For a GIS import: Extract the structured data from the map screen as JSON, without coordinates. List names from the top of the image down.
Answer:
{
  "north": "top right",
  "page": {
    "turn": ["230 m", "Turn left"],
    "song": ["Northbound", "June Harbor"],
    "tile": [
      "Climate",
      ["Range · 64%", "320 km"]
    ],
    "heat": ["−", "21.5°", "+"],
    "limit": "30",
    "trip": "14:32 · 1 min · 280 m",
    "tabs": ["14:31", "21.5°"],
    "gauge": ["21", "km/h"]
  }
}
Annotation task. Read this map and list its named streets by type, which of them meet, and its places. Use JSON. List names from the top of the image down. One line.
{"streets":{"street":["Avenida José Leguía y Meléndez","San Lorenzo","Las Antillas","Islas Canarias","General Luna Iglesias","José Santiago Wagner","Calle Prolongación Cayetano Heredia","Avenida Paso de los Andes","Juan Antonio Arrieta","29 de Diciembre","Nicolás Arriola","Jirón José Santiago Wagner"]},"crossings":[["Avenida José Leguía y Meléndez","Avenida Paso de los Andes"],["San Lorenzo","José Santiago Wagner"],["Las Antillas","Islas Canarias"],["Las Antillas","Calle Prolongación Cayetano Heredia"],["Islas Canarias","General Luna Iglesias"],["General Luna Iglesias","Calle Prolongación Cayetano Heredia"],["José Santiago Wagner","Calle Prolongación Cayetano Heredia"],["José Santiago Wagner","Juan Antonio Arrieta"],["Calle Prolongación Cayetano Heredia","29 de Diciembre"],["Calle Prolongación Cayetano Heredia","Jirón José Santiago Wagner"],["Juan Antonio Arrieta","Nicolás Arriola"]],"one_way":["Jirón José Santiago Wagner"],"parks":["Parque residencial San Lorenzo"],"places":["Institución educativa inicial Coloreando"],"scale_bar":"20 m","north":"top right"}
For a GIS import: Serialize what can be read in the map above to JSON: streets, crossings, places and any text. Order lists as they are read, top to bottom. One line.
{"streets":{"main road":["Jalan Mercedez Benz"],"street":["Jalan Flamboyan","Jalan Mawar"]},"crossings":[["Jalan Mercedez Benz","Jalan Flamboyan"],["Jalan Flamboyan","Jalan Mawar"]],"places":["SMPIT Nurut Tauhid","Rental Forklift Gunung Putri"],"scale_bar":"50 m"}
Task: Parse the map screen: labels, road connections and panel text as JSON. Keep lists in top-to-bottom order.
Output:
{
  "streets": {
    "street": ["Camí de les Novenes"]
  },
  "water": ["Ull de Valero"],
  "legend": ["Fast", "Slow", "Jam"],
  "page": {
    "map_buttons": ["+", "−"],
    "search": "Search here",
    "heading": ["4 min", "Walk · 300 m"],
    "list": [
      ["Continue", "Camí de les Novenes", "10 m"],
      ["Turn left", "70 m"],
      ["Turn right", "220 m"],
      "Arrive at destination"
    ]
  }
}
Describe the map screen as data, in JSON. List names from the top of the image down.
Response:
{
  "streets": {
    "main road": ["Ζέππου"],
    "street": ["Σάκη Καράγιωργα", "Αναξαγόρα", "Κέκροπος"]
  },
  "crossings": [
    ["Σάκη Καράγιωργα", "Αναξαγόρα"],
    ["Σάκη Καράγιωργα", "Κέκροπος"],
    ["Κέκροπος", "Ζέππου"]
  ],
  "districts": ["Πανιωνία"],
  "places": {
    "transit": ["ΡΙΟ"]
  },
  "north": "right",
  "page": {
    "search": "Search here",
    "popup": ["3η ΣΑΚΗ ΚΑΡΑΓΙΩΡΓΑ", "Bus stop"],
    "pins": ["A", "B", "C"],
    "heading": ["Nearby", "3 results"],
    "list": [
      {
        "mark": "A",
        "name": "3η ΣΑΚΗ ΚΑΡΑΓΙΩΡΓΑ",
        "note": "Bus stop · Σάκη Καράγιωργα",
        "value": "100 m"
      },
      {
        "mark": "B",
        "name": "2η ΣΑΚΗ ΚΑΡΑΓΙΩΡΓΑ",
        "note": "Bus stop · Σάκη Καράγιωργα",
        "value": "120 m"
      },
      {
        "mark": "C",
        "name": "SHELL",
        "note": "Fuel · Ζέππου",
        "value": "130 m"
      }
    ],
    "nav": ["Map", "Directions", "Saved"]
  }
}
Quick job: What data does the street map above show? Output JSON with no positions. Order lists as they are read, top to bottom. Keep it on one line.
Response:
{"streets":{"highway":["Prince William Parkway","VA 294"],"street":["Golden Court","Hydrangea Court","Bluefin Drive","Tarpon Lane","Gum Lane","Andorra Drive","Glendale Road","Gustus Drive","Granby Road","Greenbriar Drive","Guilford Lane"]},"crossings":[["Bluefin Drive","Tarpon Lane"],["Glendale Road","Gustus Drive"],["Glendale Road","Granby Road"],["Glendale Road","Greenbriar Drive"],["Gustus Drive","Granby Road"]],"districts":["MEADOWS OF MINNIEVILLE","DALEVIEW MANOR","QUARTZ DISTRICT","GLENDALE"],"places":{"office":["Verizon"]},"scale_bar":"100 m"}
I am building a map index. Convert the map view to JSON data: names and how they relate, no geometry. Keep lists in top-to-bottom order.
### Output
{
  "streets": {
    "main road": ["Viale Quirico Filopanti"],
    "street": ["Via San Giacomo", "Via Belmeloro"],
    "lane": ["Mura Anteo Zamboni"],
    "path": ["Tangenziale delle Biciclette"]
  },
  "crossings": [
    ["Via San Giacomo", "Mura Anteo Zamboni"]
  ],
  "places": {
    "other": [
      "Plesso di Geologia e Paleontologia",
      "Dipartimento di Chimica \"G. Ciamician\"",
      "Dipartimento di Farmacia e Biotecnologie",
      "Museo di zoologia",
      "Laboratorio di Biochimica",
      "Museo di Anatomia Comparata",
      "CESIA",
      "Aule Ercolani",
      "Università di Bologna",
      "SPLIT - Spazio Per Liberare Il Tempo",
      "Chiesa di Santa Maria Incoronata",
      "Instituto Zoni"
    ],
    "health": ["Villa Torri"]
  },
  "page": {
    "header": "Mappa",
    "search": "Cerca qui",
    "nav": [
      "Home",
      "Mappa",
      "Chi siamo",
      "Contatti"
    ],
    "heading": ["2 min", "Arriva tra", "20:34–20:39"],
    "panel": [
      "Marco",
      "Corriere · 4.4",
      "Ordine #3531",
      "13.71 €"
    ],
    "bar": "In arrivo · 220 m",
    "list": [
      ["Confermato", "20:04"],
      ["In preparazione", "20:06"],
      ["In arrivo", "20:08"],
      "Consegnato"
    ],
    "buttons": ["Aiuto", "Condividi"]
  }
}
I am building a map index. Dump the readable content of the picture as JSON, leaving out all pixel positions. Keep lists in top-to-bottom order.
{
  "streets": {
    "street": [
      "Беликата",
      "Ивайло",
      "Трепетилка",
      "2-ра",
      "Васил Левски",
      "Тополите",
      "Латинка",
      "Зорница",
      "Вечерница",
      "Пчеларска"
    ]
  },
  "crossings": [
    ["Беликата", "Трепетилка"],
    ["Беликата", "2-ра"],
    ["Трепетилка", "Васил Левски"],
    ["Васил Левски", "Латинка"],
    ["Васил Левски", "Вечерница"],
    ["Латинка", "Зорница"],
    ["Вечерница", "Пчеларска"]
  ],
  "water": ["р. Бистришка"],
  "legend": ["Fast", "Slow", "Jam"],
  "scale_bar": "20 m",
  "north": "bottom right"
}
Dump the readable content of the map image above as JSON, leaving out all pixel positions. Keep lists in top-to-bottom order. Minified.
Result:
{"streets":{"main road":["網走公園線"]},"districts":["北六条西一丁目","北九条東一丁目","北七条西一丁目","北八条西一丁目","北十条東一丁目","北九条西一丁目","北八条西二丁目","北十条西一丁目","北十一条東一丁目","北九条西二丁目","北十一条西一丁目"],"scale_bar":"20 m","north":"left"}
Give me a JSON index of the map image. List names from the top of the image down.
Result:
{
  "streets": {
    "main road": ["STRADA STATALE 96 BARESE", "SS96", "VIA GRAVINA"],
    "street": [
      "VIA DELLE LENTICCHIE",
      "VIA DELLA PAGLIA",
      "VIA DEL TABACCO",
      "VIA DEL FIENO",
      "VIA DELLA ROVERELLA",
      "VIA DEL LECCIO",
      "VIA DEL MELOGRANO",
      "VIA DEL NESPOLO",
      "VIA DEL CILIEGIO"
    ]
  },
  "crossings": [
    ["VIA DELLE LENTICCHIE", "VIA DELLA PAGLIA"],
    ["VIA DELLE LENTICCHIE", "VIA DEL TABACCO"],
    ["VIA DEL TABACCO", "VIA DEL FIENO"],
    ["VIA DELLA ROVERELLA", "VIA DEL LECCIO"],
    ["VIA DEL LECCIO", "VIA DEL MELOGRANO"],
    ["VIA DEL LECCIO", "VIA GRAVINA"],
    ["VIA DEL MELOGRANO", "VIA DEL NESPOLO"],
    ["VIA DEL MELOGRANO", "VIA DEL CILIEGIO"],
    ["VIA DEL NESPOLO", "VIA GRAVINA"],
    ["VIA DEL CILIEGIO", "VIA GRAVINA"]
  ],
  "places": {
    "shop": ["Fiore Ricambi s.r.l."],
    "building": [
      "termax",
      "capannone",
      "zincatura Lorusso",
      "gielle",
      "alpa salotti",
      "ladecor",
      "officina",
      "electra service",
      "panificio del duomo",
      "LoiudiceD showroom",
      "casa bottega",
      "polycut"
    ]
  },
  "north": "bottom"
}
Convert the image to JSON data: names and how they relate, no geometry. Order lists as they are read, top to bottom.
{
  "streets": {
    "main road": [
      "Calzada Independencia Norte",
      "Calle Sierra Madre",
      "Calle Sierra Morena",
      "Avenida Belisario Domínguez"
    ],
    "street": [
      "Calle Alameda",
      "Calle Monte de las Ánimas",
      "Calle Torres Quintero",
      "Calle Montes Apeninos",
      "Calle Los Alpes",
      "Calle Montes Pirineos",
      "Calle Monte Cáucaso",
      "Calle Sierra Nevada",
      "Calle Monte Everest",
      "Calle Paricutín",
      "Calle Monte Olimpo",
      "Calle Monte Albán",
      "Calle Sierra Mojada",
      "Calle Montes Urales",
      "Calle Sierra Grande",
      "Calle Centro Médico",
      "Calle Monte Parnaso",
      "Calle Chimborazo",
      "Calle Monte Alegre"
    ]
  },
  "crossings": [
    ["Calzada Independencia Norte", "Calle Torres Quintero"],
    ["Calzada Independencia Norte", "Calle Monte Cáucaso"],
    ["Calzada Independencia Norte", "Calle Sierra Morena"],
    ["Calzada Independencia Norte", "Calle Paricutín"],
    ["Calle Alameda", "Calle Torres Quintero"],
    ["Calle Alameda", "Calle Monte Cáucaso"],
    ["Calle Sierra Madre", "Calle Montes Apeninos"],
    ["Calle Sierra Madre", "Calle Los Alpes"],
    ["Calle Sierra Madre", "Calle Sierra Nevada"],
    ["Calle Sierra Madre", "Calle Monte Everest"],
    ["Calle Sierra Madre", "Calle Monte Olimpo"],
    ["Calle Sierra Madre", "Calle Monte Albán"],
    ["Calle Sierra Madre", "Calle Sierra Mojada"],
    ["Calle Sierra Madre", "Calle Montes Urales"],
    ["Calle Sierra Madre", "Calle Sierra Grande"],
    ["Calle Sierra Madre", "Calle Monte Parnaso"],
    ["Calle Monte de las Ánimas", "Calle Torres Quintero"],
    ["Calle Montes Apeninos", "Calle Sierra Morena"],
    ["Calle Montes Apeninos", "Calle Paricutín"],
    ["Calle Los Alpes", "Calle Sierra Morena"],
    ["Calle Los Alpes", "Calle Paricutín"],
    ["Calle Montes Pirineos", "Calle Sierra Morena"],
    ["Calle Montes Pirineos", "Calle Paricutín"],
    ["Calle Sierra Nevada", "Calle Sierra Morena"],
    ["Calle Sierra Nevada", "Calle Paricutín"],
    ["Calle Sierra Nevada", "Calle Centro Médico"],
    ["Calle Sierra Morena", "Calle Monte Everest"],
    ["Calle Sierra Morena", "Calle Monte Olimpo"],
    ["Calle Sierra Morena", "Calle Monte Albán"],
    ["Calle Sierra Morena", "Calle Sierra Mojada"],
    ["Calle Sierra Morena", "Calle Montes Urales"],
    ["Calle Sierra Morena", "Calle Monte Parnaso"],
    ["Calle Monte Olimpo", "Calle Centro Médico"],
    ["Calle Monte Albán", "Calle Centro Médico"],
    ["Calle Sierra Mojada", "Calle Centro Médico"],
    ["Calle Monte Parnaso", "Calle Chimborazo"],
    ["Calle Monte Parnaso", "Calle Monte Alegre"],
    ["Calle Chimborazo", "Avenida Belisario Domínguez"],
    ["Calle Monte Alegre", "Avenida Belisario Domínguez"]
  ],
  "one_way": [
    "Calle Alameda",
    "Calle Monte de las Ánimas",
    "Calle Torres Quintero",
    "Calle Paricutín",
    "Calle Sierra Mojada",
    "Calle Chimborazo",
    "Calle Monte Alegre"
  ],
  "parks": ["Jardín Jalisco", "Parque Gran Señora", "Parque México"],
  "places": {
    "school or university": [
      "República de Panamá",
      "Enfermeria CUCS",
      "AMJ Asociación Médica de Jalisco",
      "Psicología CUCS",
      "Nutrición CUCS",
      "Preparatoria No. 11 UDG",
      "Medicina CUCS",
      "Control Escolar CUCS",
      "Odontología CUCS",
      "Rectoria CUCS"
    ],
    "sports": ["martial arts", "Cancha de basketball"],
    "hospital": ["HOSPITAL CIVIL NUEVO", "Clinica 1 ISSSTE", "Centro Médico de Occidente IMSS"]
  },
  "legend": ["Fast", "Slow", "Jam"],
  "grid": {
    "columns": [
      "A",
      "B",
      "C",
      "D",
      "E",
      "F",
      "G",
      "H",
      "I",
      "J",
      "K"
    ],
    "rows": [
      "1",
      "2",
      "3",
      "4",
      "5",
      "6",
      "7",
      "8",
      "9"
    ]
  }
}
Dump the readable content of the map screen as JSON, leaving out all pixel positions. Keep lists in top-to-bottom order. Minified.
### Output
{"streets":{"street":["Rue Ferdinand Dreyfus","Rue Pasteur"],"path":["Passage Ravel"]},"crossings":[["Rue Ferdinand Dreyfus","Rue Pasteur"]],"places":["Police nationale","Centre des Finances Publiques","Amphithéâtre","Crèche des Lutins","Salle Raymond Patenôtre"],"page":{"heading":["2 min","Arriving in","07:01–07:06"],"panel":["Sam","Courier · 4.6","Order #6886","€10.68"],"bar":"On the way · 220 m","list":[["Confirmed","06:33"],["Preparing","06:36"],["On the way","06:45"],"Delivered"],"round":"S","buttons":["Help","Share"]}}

## WORK REQUEST
Find each line holding the string "CILIEGIO" in the listing above, then copy it.

## ANSWER FOR THE TASK
      "VIA DEL CILIEGIO"
    ["VIA DEL MELOGRANO", "VIA DEL CILIEGIO"],
    ["VIA DEL CILIEGIO", "VIA GRAVINA"]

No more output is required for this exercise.